» **Task to complete**
Establish how many lines in the entries hold the string "Lake". The number by itself is the whole answer.

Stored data
BEGIN

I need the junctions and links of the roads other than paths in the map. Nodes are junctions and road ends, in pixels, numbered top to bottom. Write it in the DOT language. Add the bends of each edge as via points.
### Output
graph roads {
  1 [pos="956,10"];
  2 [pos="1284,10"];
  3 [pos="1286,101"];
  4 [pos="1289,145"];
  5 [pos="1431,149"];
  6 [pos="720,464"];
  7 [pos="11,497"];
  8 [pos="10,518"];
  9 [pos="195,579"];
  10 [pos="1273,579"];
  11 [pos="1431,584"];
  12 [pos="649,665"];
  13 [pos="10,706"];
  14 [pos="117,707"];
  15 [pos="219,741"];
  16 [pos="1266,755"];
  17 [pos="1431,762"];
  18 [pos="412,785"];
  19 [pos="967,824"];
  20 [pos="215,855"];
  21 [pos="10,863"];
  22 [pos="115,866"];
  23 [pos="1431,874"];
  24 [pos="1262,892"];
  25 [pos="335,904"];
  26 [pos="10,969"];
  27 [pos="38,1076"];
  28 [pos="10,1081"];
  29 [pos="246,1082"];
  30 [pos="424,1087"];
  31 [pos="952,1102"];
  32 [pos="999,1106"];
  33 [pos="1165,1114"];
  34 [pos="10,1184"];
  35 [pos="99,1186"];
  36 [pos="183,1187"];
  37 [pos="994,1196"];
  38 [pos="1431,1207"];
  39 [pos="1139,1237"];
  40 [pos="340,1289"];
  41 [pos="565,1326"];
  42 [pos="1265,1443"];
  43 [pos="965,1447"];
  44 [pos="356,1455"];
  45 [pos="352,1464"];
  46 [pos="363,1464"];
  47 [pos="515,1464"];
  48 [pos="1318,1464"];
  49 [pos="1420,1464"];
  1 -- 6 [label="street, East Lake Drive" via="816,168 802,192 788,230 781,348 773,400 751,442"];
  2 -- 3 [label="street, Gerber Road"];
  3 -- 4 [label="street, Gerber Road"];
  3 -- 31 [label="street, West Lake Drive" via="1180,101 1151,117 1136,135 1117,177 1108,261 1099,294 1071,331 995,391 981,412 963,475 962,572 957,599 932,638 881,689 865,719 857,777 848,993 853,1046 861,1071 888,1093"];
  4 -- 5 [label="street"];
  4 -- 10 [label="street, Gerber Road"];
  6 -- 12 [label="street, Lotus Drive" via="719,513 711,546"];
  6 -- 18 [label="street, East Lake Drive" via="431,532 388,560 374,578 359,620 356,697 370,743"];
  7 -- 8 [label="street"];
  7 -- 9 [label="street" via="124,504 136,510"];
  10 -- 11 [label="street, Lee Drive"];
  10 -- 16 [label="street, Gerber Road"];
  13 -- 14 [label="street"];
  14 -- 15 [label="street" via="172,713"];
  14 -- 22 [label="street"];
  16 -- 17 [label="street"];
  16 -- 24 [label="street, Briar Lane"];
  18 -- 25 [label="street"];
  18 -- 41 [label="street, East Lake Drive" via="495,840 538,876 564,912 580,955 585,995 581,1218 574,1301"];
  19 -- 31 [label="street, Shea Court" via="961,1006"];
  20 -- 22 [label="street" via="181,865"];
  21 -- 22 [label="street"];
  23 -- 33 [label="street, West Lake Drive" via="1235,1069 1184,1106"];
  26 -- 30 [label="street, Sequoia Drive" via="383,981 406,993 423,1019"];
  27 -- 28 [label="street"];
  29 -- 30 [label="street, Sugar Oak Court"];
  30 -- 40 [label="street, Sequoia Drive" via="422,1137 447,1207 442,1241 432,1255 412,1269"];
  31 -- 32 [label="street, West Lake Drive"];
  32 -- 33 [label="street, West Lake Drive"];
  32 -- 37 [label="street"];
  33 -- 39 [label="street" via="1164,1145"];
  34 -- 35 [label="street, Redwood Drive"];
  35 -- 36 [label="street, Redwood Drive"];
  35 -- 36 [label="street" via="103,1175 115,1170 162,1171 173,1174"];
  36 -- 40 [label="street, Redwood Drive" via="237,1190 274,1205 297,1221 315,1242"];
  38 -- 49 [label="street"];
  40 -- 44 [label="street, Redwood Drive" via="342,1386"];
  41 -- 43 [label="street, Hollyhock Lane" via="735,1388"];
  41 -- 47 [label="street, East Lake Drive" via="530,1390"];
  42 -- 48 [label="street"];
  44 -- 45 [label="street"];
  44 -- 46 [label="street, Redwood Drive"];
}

END

» **The answer**
8